[[ Raw data open ]]

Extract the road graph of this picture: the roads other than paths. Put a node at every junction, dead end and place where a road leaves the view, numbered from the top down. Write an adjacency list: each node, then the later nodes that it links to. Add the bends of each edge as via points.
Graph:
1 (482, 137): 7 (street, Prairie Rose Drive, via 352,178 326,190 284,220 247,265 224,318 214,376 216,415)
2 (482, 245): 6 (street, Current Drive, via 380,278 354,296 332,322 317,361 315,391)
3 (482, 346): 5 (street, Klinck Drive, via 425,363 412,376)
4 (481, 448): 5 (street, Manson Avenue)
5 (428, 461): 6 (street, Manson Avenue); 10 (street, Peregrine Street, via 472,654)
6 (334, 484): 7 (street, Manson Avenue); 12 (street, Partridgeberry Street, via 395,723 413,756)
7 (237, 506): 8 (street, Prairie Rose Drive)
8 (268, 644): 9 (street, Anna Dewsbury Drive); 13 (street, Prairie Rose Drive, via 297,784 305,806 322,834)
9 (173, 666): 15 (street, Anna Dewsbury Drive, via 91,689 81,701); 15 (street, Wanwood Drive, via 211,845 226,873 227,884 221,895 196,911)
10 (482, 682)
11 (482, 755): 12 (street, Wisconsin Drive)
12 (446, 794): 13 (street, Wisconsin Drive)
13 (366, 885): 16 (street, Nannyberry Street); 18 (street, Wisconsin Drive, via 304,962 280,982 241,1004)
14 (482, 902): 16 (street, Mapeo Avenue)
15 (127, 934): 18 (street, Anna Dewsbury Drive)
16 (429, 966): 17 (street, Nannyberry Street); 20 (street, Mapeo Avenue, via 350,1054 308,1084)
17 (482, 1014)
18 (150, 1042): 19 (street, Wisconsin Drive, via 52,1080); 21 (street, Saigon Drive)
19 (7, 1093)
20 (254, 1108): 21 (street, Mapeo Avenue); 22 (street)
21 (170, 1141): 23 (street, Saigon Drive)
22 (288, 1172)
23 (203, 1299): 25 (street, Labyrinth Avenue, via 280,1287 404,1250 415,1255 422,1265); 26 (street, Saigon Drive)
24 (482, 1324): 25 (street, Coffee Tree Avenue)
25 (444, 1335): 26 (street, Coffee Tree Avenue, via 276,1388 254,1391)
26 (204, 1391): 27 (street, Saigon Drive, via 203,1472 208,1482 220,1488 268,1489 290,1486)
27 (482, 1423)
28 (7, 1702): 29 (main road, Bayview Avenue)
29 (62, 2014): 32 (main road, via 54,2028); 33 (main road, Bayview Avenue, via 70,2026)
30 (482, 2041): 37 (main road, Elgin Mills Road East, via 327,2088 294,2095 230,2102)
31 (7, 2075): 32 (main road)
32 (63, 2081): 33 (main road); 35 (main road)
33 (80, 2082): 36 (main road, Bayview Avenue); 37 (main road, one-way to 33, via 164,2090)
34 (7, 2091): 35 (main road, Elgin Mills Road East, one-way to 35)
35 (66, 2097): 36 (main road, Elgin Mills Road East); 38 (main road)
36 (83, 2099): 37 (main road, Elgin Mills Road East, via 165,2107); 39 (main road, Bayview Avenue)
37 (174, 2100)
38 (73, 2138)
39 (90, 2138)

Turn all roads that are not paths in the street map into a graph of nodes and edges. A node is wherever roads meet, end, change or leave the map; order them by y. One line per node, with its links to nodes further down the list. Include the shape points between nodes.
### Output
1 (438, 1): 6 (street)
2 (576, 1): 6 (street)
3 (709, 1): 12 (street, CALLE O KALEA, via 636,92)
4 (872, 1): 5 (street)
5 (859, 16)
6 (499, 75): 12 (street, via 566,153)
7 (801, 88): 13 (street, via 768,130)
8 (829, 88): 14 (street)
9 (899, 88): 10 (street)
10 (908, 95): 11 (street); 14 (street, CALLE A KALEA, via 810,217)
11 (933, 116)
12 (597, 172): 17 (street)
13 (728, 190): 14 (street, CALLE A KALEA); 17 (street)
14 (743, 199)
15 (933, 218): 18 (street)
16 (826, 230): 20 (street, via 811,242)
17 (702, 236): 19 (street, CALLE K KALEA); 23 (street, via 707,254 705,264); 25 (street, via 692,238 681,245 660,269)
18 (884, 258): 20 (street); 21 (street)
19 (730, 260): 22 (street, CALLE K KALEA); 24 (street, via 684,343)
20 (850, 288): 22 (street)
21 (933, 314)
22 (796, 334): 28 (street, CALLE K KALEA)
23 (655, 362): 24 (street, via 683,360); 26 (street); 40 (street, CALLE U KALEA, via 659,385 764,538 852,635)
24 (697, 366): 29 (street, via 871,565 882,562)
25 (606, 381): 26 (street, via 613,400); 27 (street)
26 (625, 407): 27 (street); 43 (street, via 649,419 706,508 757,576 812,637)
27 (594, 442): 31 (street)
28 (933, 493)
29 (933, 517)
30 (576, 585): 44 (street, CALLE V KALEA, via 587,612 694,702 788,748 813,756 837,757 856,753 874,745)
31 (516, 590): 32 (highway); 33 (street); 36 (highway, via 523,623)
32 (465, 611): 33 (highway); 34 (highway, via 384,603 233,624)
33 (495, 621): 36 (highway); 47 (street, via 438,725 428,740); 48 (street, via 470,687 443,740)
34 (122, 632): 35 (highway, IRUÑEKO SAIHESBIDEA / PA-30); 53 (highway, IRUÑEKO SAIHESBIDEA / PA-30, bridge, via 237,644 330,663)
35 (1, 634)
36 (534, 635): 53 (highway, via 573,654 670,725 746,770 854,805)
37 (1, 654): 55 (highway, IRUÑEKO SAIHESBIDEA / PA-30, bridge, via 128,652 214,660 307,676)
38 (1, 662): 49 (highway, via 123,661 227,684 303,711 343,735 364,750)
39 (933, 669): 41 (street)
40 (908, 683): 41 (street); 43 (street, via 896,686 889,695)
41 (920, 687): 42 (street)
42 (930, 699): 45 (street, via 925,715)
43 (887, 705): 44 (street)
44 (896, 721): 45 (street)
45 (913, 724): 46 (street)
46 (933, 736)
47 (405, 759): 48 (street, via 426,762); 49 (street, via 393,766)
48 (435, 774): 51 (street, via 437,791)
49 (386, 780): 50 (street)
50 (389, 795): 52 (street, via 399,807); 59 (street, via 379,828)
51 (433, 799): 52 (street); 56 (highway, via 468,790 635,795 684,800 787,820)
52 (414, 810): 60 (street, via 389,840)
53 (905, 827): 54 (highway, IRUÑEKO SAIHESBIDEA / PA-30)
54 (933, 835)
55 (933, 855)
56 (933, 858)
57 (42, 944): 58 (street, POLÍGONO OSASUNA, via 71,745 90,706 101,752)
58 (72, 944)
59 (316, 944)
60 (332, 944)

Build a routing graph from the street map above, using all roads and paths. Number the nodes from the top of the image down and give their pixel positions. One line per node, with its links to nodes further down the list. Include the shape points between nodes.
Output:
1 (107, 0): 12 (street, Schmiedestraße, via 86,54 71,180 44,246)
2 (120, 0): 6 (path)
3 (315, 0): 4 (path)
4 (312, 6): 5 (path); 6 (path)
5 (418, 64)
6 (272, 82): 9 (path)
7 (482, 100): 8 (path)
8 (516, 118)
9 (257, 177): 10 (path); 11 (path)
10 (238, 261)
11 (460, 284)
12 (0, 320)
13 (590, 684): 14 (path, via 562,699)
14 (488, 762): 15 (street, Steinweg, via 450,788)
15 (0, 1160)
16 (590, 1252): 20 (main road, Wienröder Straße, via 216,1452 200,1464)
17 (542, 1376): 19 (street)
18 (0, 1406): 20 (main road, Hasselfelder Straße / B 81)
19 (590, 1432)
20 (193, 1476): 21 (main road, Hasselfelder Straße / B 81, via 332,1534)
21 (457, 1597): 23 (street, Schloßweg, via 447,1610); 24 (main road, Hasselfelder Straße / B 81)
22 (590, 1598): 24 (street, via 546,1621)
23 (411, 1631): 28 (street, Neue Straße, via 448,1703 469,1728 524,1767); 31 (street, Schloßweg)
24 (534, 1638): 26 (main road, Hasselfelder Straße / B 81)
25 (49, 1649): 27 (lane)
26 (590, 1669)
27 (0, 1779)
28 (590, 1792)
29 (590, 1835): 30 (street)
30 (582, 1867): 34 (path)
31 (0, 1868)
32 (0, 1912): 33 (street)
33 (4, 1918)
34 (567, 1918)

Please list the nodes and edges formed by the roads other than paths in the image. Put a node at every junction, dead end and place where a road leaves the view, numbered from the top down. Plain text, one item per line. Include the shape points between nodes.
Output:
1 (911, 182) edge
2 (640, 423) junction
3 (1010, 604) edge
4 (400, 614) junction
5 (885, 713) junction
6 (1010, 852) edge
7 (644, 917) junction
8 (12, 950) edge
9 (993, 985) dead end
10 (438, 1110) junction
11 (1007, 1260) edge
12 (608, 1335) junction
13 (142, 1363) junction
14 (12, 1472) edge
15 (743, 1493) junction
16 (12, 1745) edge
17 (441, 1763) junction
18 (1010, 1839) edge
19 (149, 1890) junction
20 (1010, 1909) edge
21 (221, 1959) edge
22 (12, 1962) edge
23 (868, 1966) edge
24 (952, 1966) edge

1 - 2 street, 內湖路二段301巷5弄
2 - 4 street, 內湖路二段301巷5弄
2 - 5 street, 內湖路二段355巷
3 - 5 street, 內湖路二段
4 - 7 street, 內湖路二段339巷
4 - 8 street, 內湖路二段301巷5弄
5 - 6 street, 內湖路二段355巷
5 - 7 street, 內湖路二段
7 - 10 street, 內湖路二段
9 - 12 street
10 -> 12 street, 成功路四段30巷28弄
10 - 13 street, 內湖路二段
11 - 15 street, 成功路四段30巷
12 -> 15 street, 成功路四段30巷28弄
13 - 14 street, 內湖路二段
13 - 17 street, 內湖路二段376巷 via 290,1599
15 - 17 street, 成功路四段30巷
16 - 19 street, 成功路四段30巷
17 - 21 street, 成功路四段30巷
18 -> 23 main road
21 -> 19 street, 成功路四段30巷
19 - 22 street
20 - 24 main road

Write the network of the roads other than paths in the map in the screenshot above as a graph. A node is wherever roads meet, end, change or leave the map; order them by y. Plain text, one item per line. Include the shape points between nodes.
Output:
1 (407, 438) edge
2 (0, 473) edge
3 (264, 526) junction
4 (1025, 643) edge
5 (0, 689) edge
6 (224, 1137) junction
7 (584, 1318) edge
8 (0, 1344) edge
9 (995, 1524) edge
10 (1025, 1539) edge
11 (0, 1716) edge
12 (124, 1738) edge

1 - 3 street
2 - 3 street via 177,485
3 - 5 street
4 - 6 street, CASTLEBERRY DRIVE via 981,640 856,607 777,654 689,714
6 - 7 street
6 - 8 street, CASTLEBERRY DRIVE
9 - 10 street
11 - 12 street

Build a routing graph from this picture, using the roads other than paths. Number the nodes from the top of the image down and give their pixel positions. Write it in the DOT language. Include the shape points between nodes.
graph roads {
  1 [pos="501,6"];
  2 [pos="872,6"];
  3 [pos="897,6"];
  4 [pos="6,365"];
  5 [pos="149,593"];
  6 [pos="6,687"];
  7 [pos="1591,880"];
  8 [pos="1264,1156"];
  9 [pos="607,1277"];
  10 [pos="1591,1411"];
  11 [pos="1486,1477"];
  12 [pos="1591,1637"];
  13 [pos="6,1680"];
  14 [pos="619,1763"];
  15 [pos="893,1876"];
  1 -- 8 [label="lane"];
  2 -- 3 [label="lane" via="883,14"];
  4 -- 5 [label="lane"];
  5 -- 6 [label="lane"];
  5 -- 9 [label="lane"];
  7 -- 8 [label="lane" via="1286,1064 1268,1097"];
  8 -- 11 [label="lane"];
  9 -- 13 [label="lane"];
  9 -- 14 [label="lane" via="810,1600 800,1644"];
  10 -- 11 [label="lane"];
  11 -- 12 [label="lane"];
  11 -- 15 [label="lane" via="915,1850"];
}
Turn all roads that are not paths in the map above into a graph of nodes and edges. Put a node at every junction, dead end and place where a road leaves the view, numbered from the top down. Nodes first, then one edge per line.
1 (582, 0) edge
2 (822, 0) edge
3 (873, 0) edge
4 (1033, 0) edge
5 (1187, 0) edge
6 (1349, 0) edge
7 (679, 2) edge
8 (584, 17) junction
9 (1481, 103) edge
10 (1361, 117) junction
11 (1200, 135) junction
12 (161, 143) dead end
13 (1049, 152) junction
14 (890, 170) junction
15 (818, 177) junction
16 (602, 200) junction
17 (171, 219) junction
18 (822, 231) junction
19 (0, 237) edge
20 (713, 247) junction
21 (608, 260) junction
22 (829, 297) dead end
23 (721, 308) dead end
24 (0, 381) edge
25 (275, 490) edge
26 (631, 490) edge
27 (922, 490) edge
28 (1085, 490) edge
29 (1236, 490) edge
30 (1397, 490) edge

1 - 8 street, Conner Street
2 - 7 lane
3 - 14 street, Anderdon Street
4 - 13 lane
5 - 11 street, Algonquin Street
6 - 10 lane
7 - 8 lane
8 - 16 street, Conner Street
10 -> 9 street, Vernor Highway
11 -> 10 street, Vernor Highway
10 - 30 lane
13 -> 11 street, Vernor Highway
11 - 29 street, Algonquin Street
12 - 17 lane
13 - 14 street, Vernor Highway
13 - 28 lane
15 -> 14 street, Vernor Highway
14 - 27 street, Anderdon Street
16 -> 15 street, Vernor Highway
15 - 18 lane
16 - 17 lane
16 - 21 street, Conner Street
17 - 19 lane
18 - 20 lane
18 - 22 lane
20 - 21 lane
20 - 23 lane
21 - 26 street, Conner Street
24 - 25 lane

[[ Raw data closed ]]

> Exercise brief
What lines in the data include the string "dead"? Copy each one.

> Your solution
Extract the road graph of this picture: the roads other than paths. Put a node at every junction, dead end and place where a road leaves the view, numbered from the top down. Write an adjacency list: each node, then the later nodes that it links to. Add the bends of each edge as via points.
Please list the nodes and edges formed by the roads other than paths in the image. Put a node at every junction, dead end and place where a road leaves the view, numbered from the top down. Plain text, one item per line. Include the shape points between nodes.
9 (993, 985) dead end
Turn all roads that are not paths in the map above into a graph of nodes and edges. Put a node at every junction, dead end and place where a road leaves the view, numbered from the top down. Nodes first, then one edge per line.
12 (161, 143) dead end
22 (829, 297) dead end
23 (721, 308) dead end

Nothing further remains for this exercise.